▶ [ABOUT THIS TASK]
Retyping all the entries exactly is the whole task.

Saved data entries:

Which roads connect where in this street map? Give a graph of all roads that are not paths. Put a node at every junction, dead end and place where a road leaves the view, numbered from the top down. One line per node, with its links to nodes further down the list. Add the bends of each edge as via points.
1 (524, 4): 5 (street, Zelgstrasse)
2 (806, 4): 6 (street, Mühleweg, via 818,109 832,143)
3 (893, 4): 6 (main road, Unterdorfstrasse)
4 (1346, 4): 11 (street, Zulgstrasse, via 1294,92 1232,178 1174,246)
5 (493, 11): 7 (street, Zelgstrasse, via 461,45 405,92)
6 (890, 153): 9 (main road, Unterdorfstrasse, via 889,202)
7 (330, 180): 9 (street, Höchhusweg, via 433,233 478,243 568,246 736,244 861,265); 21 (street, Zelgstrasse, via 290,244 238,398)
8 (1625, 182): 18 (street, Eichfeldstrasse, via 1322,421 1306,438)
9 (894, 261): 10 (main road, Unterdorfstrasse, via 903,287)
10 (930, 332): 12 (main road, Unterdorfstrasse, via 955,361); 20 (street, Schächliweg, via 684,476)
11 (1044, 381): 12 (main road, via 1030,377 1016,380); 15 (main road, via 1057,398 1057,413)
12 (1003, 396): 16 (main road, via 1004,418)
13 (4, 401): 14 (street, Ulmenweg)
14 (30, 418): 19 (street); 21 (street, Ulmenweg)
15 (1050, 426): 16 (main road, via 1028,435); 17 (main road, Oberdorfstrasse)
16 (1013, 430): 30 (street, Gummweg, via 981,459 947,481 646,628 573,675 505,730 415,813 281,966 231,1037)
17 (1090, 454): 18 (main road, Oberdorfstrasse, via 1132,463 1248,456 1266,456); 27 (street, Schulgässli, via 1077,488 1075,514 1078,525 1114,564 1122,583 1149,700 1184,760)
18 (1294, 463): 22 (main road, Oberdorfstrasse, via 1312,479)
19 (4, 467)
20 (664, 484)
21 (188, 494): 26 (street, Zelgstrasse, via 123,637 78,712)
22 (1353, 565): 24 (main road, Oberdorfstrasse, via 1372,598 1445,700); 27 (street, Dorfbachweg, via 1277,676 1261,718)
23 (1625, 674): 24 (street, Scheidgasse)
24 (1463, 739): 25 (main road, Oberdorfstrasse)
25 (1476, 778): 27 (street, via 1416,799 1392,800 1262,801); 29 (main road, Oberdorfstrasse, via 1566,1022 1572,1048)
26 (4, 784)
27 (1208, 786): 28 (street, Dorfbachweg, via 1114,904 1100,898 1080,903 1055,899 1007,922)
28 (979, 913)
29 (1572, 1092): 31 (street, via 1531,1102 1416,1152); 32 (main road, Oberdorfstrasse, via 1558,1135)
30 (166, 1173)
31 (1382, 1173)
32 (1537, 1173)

▶ [EXERCISE ANSWER]
Which roads connect where in this street map? Give a graph of all roads that are not paths. Put a node at every junction, dead end and place where a road leaves the view, numbered from the top down. One line per node, with its links to nodes further down the list. Add the bends of each edge as via points.
1 (524, 4): 5 (street, Zelgstrasse)
2 (806, 4): 6 (street, Mühleweg, via 818,109 832,143)
3 (893, 4): 6 (main road, Unterdorfstrasse)
4 (1346, 4): 11 (street, Zulgstrasse, via 1294,92 1232,178 1174,246)
5 (493, 11): 7 (street, Zelgstrasse, via 461,45 405,92)
6 (890, 153): 9 (main road, Unterdorfstrasse, via 889,202)
7 (330, 180): 9 (street, Höchhusweg, via 433,233 478,243 568,246 736,244 861,265); 21 (street, Zelgstrasse, via 290,244 238,398)
8 (1625, 182): 18 (street, Eichfeldstrasse, via 1322,421 1306,438)
9 (894, 261): 10 (main road, Unterdorfstrasse, via 903,287)
10 (930, 332): 12 (main road, Unterdorfstrasse, via 955,361); 20 (street, Schächliweg, via 684,476)
11 (1044, 381): 12 (main road, via 1030,377 1016,380); 15 (main road, via 1057,398 1057,413)
12 (1003, 396): 16 (main road, via 1004,418)
13 (4, 401): 14 (street, Ulmenweg)
14 (30, 418): 19 (street); 21 (street, Ulmenweg)
15 (1050, 426): 16 (main road, via 1028,435); 17 (main road, Oberdorfstrasse)
16 (1013, 430): 30 (street, Gummweg, via 981,459 947,481 646,628 573,675 505,730 415,813 281,966 231,1037)
17 (1090, 454): 18 (main road, Oberdorfstrasse, via 1132,463 1248,456 1266,456); 27 (street, Schulgässli, via 1077,488 1075,514 1078,525 1114,564 1122,583 1149,700 1184,760)
18 (1294, 463): 22 (main road, Oberdorfstrasse, via 1312,479)
19 (4, 467)
20 (664, 484)
21 (188, 494): 26 (street, Zelgstrasse, via 123,637 78,712)
22 (1353, 565): 24 (main road, Oberdorfstrasse, via 1372,598 1445,700); 27 (street, Dorfbachweg, via 1277,676 1261,718)
23 (1625, 674): 24 (street, Scheidgasse)
24 (1463, 739): 25 (main road, Oberdorfstrasse)
25 (1476, 778): 27 (street, via 1416,799 1392,800 1262,801); 29 (main road, Oberdorfstrasse, via 1566,1022 1572,1048)
26 (4, 784)
27 (1208, 786): 28 (street, Dorfbachweg, via 1114,904 1100,898 1080,903 1055,899 1007,922)
28 (979, 913)
29 (1572, 1092): 31 (street, via 1531,1102 1416,1152); 32 (main road, Oberdorfstrasse, via 1558,1135)
30 (166, 1173)
31 (1382, 1173)
32 (1537, 1173)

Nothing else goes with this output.